WORK REQUEST: Give the entries again exactly; drop the pictures.

SUPPLIED INFORMATION:

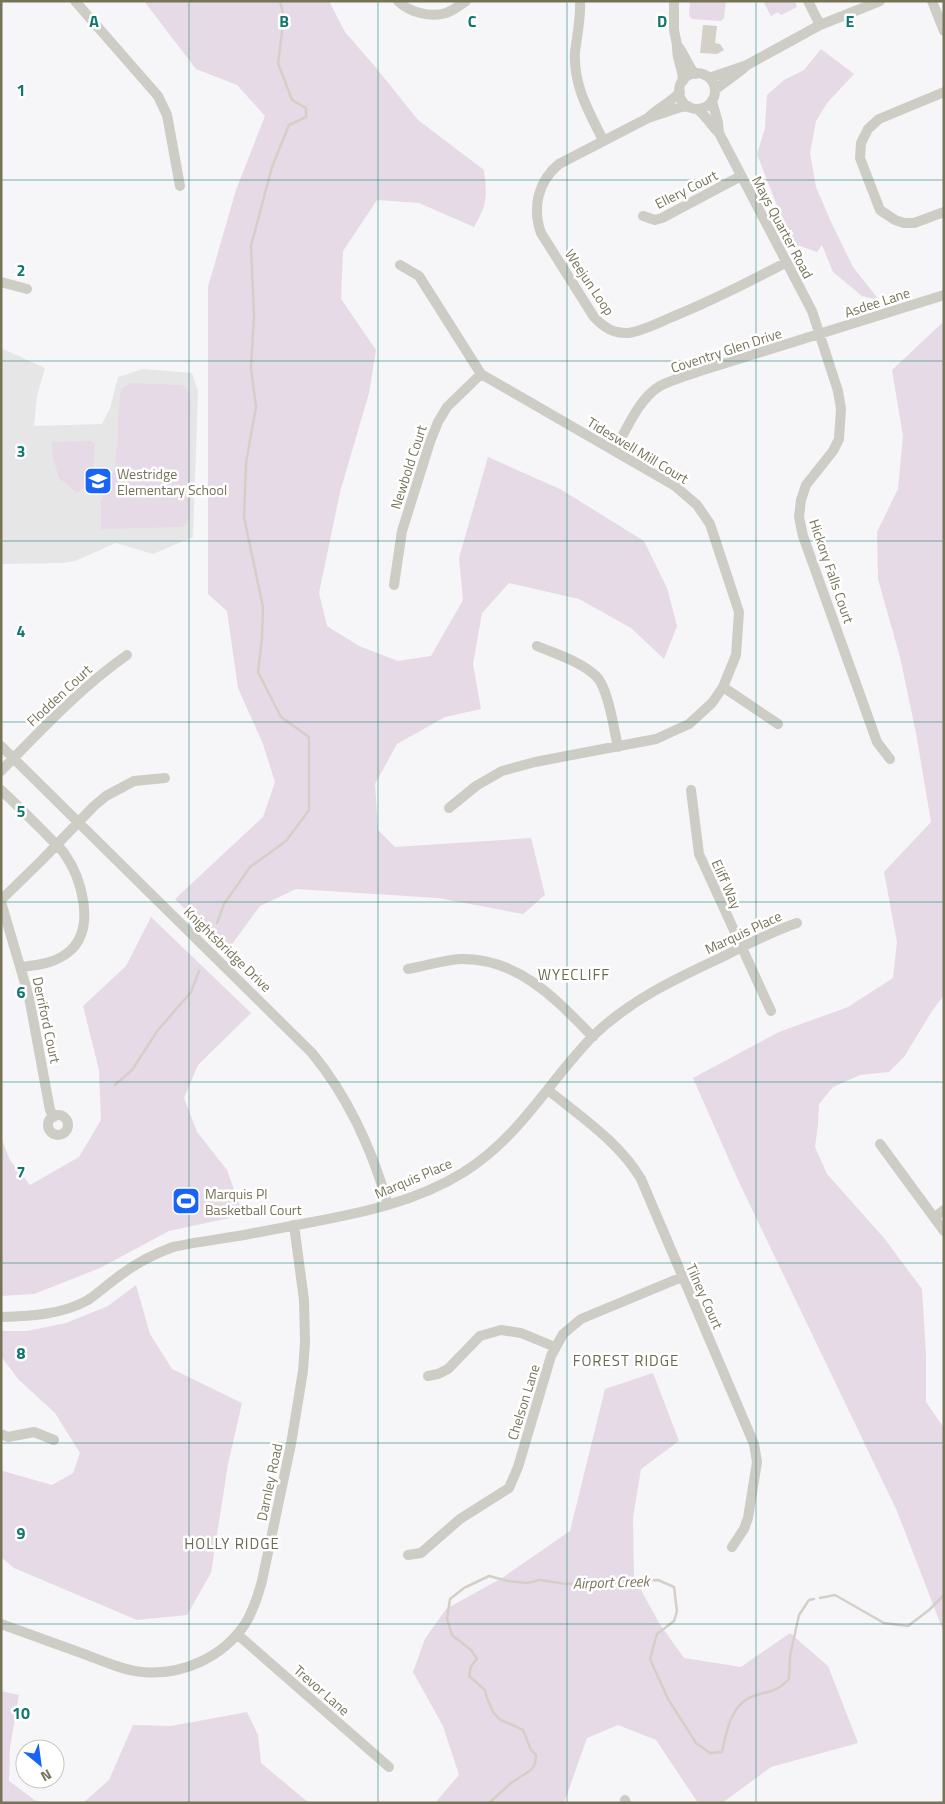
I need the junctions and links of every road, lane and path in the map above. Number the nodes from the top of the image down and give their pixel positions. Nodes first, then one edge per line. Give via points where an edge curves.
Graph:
1 (74, 1) edge
2 (398, 1) edge
3 (466, 1) edge
4 (580, 1) edge
5 (674, 1) edge
6 (808, 1) edge
7 (880, 1) edge
8 (932, 1) edge
9 (820, 26) junction
10 (944, 31) edge
11 (677, 45) junction
12 (747, 65) junction
13 (695, 74) junction
14 (709, 78) junction
15 (683, 81) junction
16 (715, 90) junction
17 (680, 92) junction
18 (944, 92) edge
19 (712, 102) junction
20 (692, 108) junction
21 (648, 118) junction
22 (719, 133) junction
23 (603, 140) junction
24 (740, 176) junction
25 (180, 186) dead end
26 (944, 212) edge
27 (643, 216) dead end
28 (787, 262) junction
29 (400, 265) dead end
30 (1, 282) edge
31 (27, 289) dead end
32 (944, 295) edge
33 (819, 335) junction
34 (482, 374) junction
35 (615, 450) junction
36 (394, 585) dead end
37 (537, 646) dead end
38 (127, 655) dead end
39 (723, 687) junction
40 (778, 724) dead end
41 (1, 746) edge
42 (618, 746) junction
43 (13, 758) junction
44 (890, 759) dead end
45 (1, 770) edge
46 (165, 778) dead end
47 (1, 790) edge
48 (691, 790) dead end
49 (449, 808) dead end
50 (78, 822) junction
51 (57, 845) junction
52 (1, 901) edge
53 (797, 923) dead end
54 (741, 947) junction
55 (21, 967) junction
56 (408, 969) dead end
57 (771, 1011) dead end
58 (593, 1036) junction
59 (548, 1090) junction
60 (54, 1117) dead end
61 (880, 1144) dead end
62 (388, 1205) junction
63 (944, 1210) edge
64 (934, 1218) junction
65 (294, 1225) junction
66 (944, 1231) edge
67 (682, 1276) junction
68 (1, 1317) edge
69 (555, 1347) junction
70 (428, 1376) dead end
71 (1, 1434) edge
72 (54, 1440) dead end
73 (732, 1547) dead end
74 (408, 1555) dead end
75 (1, 1624) edge
76 (237, 1634) junction
77 (389, 1767) dead end

1 - 25 street via 158,96 167,115
2 - 3 street via 429,15 446,13
4 - 23 street via 575,53 578,88
5 - 11 street
6 - 9 street
7 - 9 street
8 - 10 street
9 - 12 street
11 - 13 street
11 - 15 street via 676,56
12 - 14 street
12 - 16 street
13 - 14 street
13 - 15 street
14 - 16 street
15 - 17 street
16 - 19 street, Mays Quarter Road
17 - 20 street, Mays Quarter Road via 682,100
17 - 21 street, Weejun Loop
18 - 26 street via 879,119 868,128 861,143 860,158 880,210 895,220 914,223
19 - 20 street via 703,108
19 - 22 street, Mays Quarter Road
20 - 21 street, Weejun Loop via 681,107
20 - 22 street, Mays Quarter Road via 703,113
21 - 23 street, Weejun Loop
22 - 24 street, Mays Quarter Road
23 - 28 street, Weejun Loop via 550,171 540,189 536,212 541,233 600,324 628,333 650,326 705,304
24 - 27 street, Ellery Court via 662,218 655,220
24 - 28 street, Mays Quarter Road
28 - 33 street, Mays Quarter Road via 812,311
29 - 34 street, Tideswell Mill Court via 419,276
30 - 31 street
32 - 33 street, Asdee Lane
33 - 35 street, Coventry Glen Drive via 660,386 632,418
33 - 44 street, Hickory Falls Court via 838,391 839,439 806,485 799,517 877,742
34 - 35 street, Tideswell Mill Court
34 - 36 street, Newbold Court via 447,407 438,422 402,531
35 - 39 street, Tideswell Mill Court via 675,486 697,505 710,524 739,612 736,655
37 - 42 street via 577,663 598,677
38 - 43 street, Flodden Court via 89,684
39 - 40 street
39 - 42 street, Tideswell Mill Court via 712,703 689,724 656,739
41 - 43 street, Knightsbridge Drive
42 - 49 street, Tideswell Mill Court via 535,762 502,772 476,786
43 - 45 street, Flodden Court
43 - 50 street, Knightsbridge Drive
46 - 50 street via 143,779 120,788
47 - 51 street
48 - 54 street, Eliff Way via 699,854
50 - 51 street
50 - 62 street, Knightsbridge Drive via 323,1066 361,1129
51 - 52 street
51 - 55 street via 76,877 84,907 83,926 75,944 64,956 43,965
52 - 55 street, Derriford Court
53 - 54 street, Marquis Place
54 - 57 street, Eliff Way
54 - 58 street, Marquis Place via 639,999
55 - 60 street, Derriford Court
56 - 58 street via 462,959 499,965 542,988
58 - 59 street, Marquis Place
59 - 62 street, Marquis Place via 521,1123 483,1158 448,1181
59 - 67 street, Tilney Court via 621,1150 634,1167
61 - 64 street
62 - 65 street, Marquis Place
63 - 64 street
64 - 66 street
65 - 68 street, Marquis Place via 173,1247 133,1266 100,1292 74,1306 45,1315
65 - 76 street, Darnley Road via 304,1300 301,1388 262,1582 252,1612
67 - 69 street, Chelson Lane via 581,1320 563,1334
67 - 73 street, Tilney Court via 741,1410 756,1453 748,1518
69 - 70 street via 521,1333 501,1330 480,1336 448,1369
69 - 74 street, Chelson Lane via 511,1484 460,1519 421,1553
71 - 72 street via 8,1437 34,1432
75 - 76 street, Darnley Road via 124,1669 143,1672 173,1671 196,1664
76 - 77 street, Trevor Lane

EXERCISE OUTPUT:
I need the junctions and links of every road, lane and path in the map above. Number the nodes from the top of the image down and give their pixel positions. Nodes first, then one edge per line. Give via points where an edge curves.
Graph:
1 (74, 1) edge
2 (398, 1) edge
3 (466, 1) edge
4 (580, 1) edge
5 (674, 1) edge
6 (808, 1) edge
7 (880, 1) edge
8 (932, 1) edge
9 (820, 26) junction
10 (944, 31) edge
11 (677, 45) junction
12 (747, 65) junction
13 (695, 74) junction
14 (709, 78) junction
15 (683, 81) junction
16 (715, 90) junction
17 (680, 92) junction
18 (944, 92) edge
19 (712, 102) junction
20 (692, 108) junction
21 (648, 118) junction
22 (719, 133) junction
23 (603, 140) junction
24 (740, 176) junction
25 (180, 186) dead end
26 (944, 212) edge
27 (643, 216) dead end
28 (787, 262) junction
29 (400, 265) dead end
30 (1, 282) edge
31 (27, 289) dead end
32 (944, 295) edge
33 (819, 335) junction
34 (482, 374) junction
35 (615, 450) junction
36 (394, 585) dead end
37 (537, 646) dead end
38 (127, 655) dead end
39 (723, 687) junction
40 (778, 724) dead end
41 (1, 746) edge
42 (618, 746) junction
43 (13, 758) junction
44 (890, 759) dead end
45 (1, 770) edge
46 (165, 778) dead end
47 (1, 790) edge
48 (691, 790) dead end
49 (449, 808) dead end
50 (78, 822) junction
51 (57, 845) junction
52 (1, 901) edge
53 (797, 923) dead end
54 (741, 947) junction
55 (21, 967) junction
56 (408, 969) dead end
57 (771, 1011) dead end
58 (593, 1036) junction
59 (548, 1090) junction
60 (54, 1117) dead end
61 (880, 1144) dead end
62 (388, 1205) junction
63 (944, 1210) edge
64 (934, 1218) junction
65 (294, 1225) junction
66 (944, 1231) edge
67 (682, 1276) junction
68 (1, 1317) edge
69 (555, 1347) junction
70 (428, 1376) dead end
71 (1, 1434) edge
72 (54, 1440) dead end
73 (732, 1547) dead end
74 (408, 1555) dead end
75 (1, 1624) edge
76 (237, 1634) junction
77 (389, 1767) dead end

1 - 25 street via 158,96 167,115
2 - 3 street via 429,15 446,13
4 - 23 street via 575,53 578,88
5 - 11 street
6 - 9 street
7 - 9 street
8 - 10 street
9 - 12 street
11 - 13 street
11 - 15 street via 676,56
12 - 14 street
12 - 16 street
13 - 14 street
13 - 15 street
14 - 16 street
15 - 17 street
16 - 19 street, Mays Quarter Road
17 - 20 street, Mays Quarter Road via 682,100
17 - 21 street, Weejun Loop
18 - 26 street via 879,119 868,128 861,143 860,158 880,210 895,220 914,223
19 - 20 street via 703,108
19 - 22 street, Mays Quarter Road
20 - 21 street, Weejun Loop via 681,107
20 - 22 street, Mays Quarter Road via 703,113
21 - 23 street, Weejun Loop
22 - 24 street, Mays Quarter Road
23 - 28 street, Weejun Loop via 550,171 540,189 536,212 541,233 600,324 628,333 650,326 705,304
24 - 27 street, Ellery Court via 662,218 655,220
24 - 28 street, Mays Quarter Road
28 - 33 street, Mays Quarter Road via 812,311
29 - 34 street, Tideswell Mill Court via 419,276
30 - 31 street
32 - 33 street, Asdee Lane
33 - 35 street, Coventry Glen Drive via 660,386 632,418
33 - 44 street, Hickory Falls Court via 838,391 839,439 806,485 799,517 877,742
34 - 35 street, Tideswell Mill Court
34 - 36 street, Newbold Court via 447,407 438,422 402,531
35 - 39 street, Tideswell Mill Court via 675,486 697,505 710,524 739,612 736,655
37 - 42 street via 577,663 598,677
38 - 43 street, Flodden Court via 89,684
39 - 40 street
39 - 42 street, Tideswell Mill Court via 712,703 689,724 656,739
41 - 43 street, Knightsbridge Drive
42 - 49 street, Tideswell Mill Court via 535,762 502,772 476,786
43 - 45 street, Flodden Court
43 - 50 street, Knightsbridge Drive
46 - 50 street via 143,779 120,788
47 - 51 street
48 - 54 street, Eliff Way via 699,854
50 - 51 street
50 - 62 street, Knightsbridge Drive via 323,1066 361,1129
51 - 52 street
51 - 55 street via 76,877 84,907 83,926 75,944 64,956 43,965
52 - 55 street, Derriford Court
53 - 54 street, Marquis Place
54 - 57 street, Eliff Way
54 - 58 street, Marquis Place via 639,999
55 - 60 street, Derriford Court
56 - 58 street via 462,959 499,965 542,988
58 - 59 street, Marquis Place
59 - 62 street, Marquis Place via 521,1123 483,1158 448,1181
59 - 67 street, Tilney Court via 621,1150 634,1167
61 - 64 street
62 - 65 street, Marquis Place
63 - 64 street
64 - 66 street
65 - 68 street, Marquis Place via 173,1247 133,1266 100,1292 74,1306 45,1315
65 - 76 street, Darnley Road via 304,1300 301,1388 262,1582 252,1612
67 - 69 street, Chelson Lane via 581,1320 563,1334
67 - 73 street, Tilney Court via 741,1410 756,1453 748,1518
69 - 70 street via 521,1333 501,1330 480,1336 448,1369
69 - 74 street, Chelson Lane via 511,1484 460,1519 421,1553
71 - 72 street via 8,1437 34,1432
75 - 76 street, Darnley Road via 124,1669 143,1672 173,1671 196,1664
76 - 77 street, Trevor Lane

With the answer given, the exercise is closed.